**HOW TO COMPLETE THIS TASK**
For each record below, output its text exactly and skip any picture.

**DATA PROVIDED**
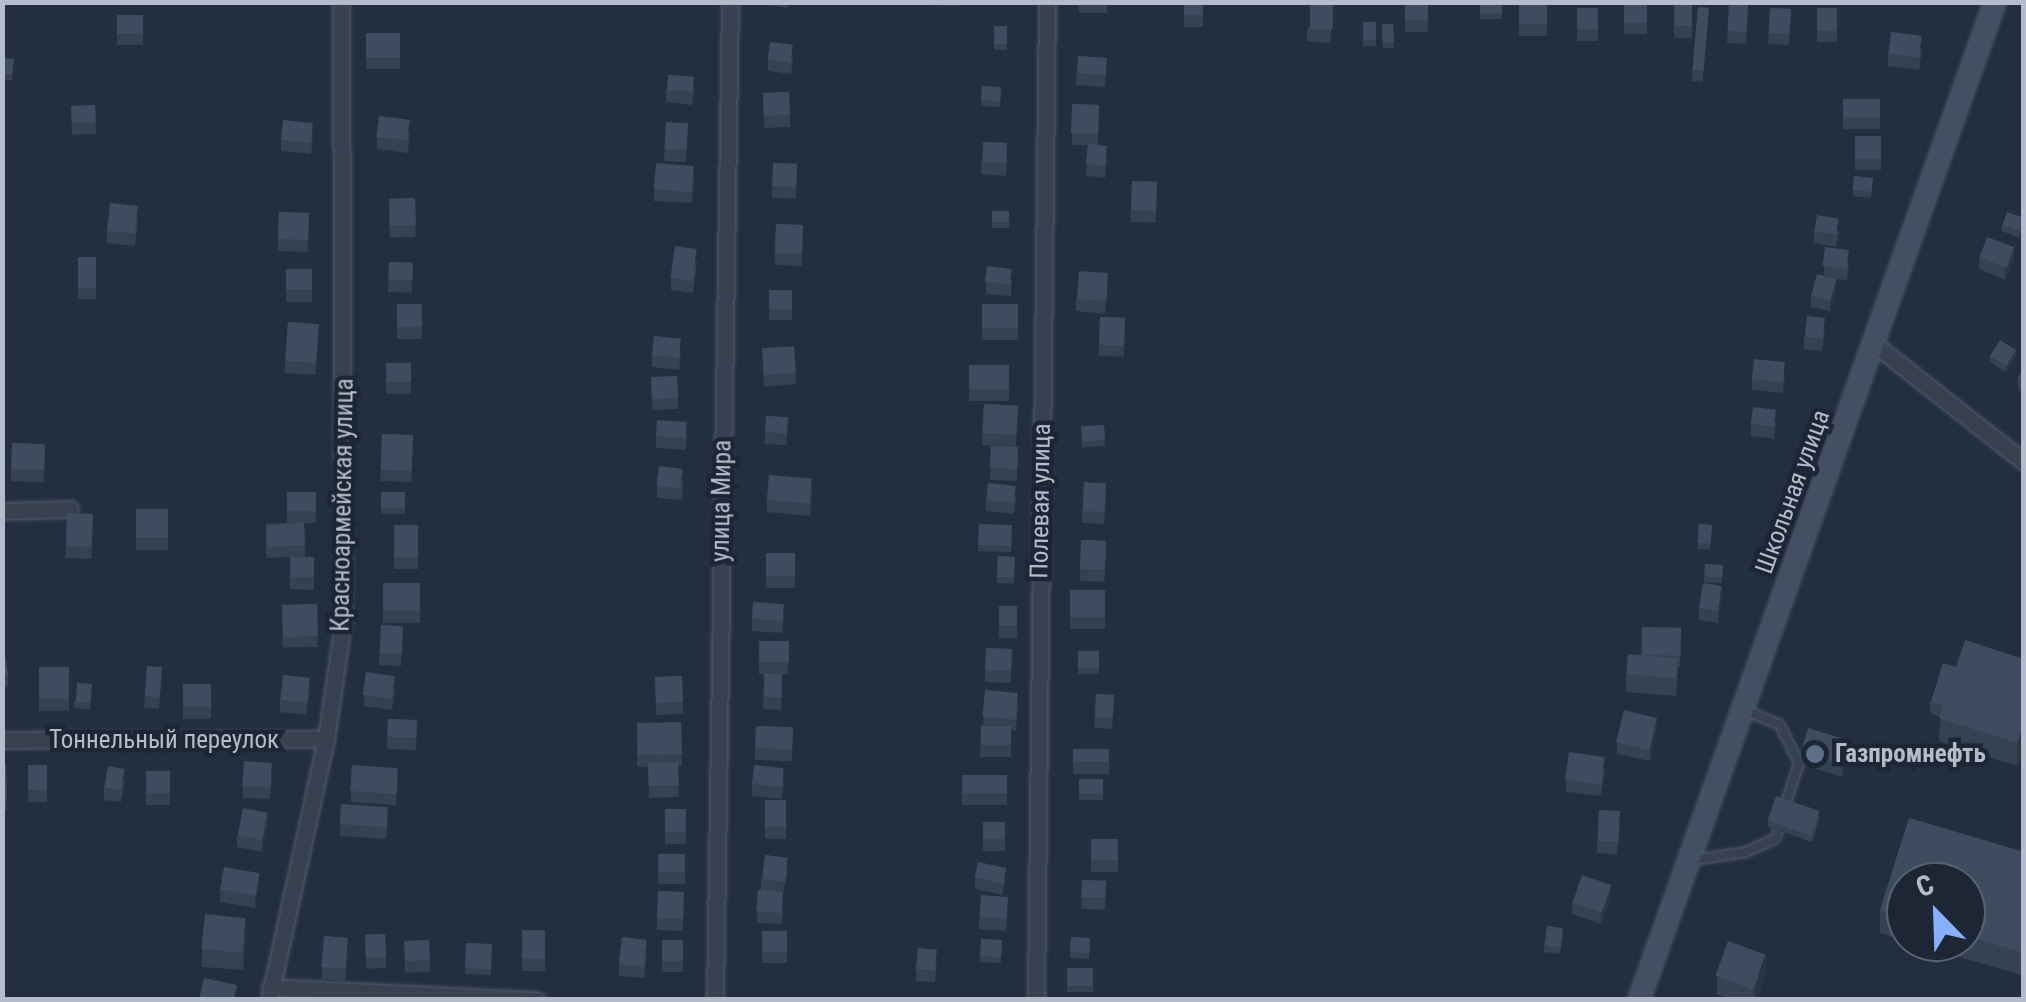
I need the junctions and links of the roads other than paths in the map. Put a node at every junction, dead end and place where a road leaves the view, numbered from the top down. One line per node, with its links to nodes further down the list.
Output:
1 (341, 2): 11 (street, Красноармейская улица)
2 (730, 2): 15 (street, улица Мира)
3 (1048, 2): 16 (street, Полевая улица)
4 (1996, 2): 5 (main road, Школьная улица)
5 (1873, 343): 6 (street); 9 (main road, Школьная улица)
6 (2024, 462)
7 (70, 509): 8 (street)
8 (2, 512)
9 (1742, 709): 12 (main road, Школьная улица); 12 (lane)
10 (2, 740): 11 (street, Тоннельный переулок)
11 (326, 740): 13 (street, Красноармейская улица)
12 (1688, 860): 17 (main road, Школьная улица)
13 (270, 993): 14 (street)
14 (537, 1000)
15 (715, 1000)
16 (1036, 1000)
17 (1639, 1000)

**EXERCISE OUTPUT**
I need the junctions and links of the roads other than paths in the map. Put a node at every junction, dead end and place where a road leaves the view, numbered from the top down. One line per node, with its links to nodes further down the list.
Output:
1 (341, 2): 11 (street, Красноармейская улица)
2 (730, 2): 15 (street, улица Мира)
3 (1048, 2): 16 (street, Полевая улица)
4 (1996, 2): 5 (main road, Школьная улица)
5 (1873, 343): 6 (street); 9 (main road, Школьная улица)
6 (2024, 462)
7 (70, 509): 8 (street)
8 (2, 512)
9 (1742, 709): 12 (main road, Школьная улица); 12 (lane)
10 (2, 740): 11 (street, Тоннельный переулок)
11 (326, 740): 13 (street, Красноармейская улица)
12 (1688, 860): 17 (main road, Школьная улица)
13 (270, 993): 14 (street)
14 (537, 1000)
15 (715, 1000)
16 (1036, 1000)
17 (1639, 1000)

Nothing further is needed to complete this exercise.